Big jobs require big trucks and the 2020 GMC Sierra HD rises to the challenge with copious features and massive tow ratings. The Sierra 2500HD and 3500HD share mechanicals with the heavy-duty Chevy Silverado, but the GMC has a distinctly different appearance. Like the Chevy, it faces off against equally powerful rivals such as the Ford Super Duty and Ram HD. While the big-bodied Sierra is equally capable and configurable, its deluxe Denali trim level isn’t quite as fancy as the most dashing heavy-duty Ram’s. Still, the GMC satisfies pickup-truck purists with its refined, brawny Duramax diesel V-8 and trusty Allison transmission. Plus, the 2020 Sierra HD offers a plethora of practical and technological features that range from a clever multifunction tailgate to advanced trailering assists.
What’s New for 2020?
The Sierra 2500HD and 3500HD have been completely redesigned for 2020. Together they get a bolder-looking exterior, reimagined interiors, updated powertrains, substantially increased payload and tow ratings, and unique and inventive features. The HD twins also add a new off-road-oriented model—called AT4—that GMC is starting to proliferate throughout its portfolio. We’ve recently driven the Acadia AT4; the all-new 2021 Yukon will get the kit, too.

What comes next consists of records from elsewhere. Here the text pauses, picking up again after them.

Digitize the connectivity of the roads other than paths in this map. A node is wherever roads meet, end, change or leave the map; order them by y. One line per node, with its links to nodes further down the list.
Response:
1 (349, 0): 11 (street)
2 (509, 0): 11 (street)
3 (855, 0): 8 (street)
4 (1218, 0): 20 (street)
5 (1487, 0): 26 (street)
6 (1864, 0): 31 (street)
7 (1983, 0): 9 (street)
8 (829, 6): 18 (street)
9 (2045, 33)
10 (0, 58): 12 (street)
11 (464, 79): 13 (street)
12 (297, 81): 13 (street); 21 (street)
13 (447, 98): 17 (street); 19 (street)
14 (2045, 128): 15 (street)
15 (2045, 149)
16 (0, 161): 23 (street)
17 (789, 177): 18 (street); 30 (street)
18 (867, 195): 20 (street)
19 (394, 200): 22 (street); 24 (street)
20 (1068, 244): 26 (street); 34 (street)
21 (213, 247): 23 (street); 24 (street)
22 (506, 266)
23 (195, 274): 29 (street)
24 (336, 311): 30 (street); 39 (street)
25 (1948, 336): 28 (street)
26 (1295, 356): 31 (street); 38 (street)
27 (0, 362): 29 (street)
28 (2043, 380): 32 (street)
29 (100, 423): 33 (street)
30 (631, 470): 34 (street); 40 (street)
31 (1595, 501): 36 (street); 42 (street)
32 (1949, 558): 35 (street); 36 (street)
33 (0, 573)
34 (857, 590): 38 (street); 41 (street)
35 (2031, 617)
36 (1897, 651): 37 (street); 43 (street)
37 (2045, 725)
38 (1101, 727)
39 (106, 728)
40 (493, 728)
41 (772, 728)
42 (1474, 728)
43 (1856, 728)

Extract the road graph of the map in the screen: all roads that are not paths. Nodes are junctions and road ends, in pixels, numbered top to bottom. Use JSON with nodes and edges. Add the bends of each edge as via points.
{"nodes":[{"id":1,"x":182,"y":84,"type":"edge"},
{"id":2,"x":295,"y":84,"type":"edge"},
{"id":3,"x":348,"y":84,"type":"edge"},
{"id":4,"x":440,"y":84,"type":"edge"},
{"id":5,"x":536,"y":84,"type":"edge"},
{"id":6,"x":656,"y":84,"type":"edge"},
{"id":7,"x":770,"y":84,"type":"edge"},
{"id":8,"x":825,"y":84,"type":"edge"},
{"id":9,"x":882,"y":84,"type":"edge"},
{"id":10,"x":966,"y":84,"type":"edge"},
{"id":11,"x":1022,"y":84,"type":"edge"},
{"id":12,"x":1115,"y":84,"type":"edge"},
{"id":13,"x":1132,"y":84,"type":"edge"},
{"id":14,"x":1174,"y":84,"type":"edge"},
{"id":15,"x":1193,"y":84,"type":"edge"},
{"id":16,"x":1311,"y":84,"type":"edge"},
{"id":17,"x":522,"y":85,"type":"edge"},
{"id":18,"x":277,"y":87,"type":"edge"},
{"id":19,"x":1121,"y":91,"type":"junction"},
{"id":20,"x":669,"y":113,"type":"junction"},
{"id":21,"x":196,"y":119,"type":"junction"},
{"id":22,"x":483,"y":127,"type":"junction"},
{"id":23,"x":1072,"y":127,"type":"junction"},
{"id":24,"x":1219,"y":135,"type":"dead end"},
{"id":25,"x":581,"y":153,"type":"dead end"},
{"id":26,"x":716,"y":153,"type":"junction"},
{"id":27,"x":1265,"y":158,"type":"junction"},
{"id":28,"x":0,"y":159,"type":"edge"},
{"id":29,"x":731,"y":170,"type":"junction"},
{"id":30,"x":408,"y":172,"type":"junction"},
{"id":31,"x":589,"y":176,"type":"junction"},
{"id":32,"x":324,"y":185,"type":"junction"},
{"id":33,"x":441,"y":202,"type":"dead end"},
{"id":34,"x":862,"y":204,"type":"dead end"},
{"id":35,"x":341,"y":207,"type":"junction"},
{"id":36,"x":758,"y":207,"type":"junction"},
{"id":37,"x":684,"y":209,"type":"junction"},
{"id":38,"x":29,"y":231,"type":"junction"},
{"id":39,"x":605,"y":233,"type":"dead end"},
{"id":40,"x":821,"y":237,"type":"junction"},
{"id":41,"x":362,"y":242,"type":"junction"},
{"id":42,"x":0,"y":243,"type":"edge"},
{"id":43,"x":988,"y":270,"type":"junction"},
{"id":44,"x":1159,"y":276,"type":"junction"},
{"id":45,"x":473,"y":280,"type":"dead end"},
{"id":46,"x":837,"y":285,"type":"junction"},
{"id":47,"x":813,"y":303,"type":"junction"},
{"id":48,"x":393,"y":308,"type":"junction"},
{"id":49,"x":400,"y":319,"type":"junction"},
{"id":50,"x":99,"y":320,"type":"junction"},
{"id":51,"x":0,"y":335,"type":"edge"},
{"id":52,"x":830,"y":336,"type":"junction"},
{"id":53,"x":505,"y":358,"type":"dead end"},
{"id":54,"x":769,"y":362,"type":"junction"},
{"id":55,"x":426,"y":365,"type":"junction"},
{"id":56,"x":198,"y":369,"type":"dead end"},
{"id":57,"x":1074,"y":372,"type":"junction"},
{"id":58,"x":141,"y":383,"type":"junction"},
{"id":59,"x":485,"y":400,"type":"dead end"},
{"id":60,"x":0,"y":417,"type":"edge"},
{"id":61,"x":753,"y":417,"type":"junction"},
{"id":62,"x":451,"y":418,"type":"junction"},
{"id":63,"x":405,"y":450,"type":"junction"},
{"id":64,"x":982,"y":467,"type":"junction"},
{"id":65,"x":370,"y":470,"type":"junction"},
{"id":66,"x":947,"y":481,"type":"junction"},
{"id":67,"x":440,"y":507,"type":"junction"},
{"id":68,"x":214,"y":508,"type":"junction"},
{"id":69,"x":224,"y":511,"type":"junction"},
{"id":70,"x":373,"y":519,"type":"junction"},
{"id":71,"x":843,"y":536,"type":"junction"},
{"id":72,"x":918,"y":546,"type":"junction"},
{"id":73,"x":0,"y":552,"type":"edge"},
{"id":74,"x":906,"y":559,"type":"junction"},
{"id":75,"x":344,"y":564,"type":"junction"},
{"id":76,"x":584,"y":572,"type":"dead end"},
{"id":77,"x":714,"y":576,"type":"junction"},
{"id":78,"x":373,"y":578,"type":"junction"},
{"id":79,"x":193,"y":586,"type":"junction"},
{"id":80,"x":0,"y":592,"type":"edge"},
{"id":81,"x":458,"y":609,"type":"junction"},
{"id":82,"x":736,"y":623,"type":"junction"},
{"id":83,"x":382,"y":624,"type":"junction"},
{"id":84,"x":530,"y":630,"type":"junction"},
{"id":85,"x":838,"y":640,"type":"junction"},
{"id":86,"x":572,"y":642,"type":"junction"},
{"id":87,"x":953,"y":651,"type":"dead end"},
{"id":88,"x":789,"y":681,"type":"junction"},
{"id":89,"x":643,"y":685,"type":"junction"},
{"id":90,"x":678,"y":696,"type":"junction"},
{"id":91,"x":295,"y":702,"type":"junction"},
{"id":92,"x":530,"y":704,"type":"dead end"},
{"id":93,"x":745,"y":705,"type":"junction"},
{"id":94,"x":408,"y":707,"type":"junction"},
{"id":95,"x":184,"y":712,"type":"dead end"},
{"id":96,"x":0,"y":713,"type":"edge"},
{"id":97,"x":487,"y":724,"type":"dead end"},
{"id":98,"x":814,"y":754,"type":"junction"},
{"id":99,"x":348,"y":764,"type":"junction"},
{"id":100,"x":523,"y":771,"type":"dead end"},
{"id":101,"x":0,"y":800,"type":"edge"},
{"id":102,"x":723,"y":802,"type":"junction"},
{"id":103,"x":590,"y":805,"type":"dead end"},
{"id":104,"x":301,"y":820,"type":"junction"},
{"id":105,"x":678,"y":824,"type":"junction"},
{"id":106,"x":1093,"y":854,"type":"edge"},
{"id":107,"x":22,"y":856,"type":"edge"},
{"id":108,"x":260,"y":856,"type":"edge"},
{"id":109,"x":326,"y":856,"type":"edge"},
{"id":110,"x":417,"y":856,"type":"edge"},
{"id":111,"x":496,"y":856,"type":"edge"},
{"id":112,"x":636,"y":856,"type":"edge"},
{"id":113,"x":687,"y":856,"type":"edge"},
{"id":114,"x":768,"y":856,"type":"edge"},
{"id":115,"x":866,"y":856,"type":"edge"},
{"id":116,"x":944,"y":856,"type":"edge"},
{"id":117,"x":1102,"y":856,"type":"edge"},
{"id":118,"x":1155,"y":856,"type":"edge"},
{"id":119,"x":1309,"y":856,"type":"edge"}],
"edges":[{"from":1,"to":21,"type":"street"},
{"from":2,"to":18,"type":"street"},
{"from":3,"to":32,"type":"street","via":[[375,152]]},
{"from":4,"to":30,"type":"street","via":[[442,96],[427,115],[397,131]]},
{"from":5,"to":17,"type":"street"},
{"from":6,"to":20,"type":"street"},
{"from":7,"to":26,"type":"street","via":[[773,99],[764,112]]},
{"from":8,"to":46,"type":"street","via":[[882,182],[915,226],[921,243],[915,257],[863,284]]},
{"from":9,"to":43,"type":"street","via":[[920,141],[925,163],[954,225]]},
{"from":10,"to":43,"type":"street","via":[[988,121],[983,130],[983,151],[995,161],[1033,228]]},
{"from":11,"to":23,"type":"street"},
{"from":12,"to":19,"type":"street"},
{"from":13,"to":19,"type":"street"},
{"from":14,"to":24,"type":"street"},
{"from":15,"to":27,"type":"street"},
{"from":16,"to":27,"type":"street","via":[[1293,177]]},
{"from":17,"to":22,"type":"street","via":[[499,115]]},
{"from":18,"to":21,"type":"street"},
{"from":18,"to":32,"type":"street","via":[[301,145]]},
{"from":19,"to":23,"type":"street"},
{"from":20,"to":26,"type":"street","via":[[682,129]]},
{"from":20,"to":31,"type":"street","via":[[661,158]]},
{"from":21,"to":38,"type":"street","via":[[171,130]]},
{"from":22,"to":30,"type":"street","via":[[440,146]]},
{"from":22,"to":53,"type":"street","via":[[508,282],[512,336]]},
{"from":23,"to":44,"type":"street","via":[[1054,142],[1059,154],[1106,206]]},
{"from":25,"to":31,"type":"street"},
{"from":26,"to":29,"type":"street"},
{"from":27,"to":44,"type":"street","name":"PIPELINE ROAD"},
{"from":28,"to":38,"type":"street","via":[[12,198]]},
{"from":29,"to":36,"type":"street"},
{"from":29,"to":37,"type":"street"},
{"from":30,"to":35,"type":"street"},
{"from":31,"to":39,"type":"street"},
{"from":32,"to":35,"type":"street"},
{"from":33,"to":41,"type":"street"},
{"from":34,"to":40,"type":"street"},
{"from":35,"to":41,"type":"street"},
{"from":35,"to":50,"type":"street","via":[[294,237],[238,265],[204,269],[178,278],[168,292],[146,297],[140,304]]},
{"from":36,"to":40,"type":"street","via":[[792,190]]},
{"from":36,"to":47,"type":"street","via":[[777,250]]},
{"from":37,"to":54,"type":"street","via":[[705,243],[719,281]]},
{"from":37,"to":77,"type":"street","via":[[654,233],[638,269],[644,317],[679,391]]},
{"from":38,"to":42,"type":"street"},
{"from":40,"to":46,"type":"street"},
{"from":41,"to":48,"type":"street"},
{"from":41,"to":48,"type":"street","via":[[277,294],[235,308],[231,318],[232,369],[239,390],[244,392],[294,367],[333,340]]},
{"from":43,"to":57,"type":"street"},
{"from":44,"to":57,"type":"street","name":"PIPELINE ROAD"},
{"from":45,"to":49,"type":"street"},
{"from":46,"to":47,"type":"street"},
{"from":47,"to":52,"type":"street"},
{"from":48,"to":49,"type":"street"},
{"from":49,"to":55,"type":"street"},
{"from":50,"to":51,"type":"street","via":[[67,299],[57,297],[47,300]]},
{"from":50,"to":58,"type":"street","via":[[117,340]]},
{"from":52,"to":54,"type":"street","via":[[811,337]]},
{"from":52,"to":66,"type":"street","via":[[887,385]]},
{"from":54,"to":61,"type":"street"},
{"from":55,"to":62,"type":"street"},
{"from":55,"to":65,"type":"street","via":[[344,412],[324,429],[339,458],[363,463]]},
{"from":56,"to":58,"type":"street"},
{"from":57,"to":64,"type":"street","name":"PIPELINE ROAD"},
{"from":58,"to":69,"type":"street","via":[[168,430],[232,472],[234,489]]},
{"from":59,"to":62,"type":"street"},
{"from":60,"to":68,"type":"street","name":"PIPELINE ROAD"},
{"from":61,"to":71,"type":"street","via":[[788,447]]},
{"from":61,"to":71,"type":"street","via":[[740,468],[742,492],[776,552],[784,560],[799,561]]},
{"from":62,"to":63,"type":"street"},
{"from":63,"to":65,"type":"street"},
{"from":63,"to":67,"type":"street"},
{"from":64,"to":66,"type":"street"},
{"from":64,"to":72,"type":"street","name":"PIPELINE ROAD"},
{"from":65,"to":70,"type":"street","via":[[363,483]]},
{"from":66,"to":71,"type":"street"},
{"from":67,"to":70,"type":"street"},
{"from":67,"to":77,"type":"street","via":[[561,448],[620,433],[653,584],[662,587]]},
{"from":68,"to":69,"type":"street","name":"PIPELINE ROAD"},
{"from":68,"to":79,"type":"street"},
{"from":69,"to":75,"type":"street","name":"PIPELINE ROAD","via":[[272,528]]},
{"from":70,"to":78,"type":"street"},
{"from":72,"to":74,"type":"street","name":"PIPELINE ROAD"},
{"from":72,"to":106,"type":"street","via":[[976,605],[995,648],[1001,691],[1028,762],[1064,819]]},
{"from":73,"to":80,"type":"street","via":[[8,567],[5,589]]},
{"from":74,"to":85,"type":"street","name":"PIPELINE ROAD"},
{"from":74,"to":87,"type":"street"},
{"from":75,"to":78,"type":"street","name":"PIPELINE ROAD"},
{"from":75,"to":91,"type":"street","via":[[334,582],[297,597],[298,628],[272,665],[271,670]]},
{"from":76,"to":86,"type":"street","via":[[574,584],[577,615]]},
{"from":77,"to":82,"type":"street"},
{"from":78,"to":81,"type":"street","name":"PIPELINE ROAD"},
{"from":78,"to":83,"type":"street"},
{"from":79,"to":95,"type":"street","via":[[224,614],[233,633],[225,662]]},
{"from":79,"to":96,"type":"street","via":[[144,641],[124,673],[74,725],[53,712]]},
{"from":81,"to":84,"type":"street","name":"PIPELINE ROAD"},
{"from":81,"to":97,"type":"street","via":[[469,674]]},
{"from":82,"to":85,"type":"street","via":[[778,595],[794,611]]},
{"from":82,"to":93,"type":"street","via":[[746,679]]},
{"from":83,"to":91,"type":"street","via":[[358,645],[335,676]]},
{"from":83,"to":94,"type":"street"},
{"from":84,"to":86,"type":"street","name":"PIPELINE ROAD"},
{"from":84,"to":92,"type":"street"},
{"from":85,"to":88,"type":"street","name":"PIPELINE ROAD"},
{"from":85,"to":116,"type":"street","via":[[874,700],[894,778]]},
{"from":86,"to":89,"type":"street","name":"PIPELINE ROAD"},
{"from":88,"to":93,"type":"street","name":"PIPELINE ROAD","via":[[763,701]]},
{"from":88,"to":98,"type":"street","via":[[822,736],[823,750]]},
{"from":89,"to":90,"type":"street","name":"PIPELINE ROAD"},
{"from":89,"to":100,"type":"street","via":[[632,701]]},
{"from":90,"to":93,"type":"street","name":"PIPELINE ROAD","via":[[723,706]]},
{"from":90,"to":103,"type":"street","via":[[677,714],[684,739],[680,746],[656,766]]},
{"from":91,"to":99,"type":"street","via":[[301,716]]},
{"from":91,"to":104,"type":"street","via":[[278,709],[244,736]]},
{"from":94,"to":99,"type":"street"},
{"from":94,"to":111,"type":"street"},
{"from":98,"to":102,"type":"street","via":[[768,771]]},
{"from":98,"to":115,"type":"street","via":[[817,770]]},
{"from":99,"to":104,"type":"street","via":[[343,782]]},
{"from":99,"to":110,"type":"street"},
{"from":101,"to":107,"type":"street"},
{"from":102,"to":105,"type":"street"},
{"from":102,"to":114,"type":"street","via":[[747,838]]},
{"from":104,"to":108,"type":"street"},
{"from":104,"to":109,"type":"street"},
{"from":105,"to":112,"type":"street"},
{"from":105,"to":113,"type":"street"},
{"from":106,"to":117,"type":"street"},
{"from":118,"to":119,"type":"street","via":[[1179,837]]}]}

Pricing and Which One to Buy
- Base: $35,272
- SLE: $39,035
- SLT: $48,956
- AT4: $55,602
- Denali: $61,218
There are a lot of variables when it comes to configuring a pickup truck—unless it’s the one-size-fits-all Honda Ridgeline. Still, the most popular pickups these days offer a crew cab, so we’d start with that and choose the standard bed on the Sierra 2500HD. We’d steer clear of the rugged AT4 and chrome-laden Denali models despite their enhanced appearance. Instead, we’d recommend picking the SLT trim level and adding all-wheel drive and the Duramax diesel V-8. The SLT comes standard with GMC’s versatile MultiPro tailgate, a heated steering wheel, heated front seats, power-adjustable front seats, and remote start. It also unlocks more options than the lesser SLE trim. We’d pick the SLT Convenience package that includes front bucket seats with ventilated cushions, heated rear seats, and a power-sliding rear window. The Driver Alert packages are also worth adding because they make the behemoth easier to live with thanks to assists such as blind-spot monitoring, lane-departure warning, and front and rear parking sensors.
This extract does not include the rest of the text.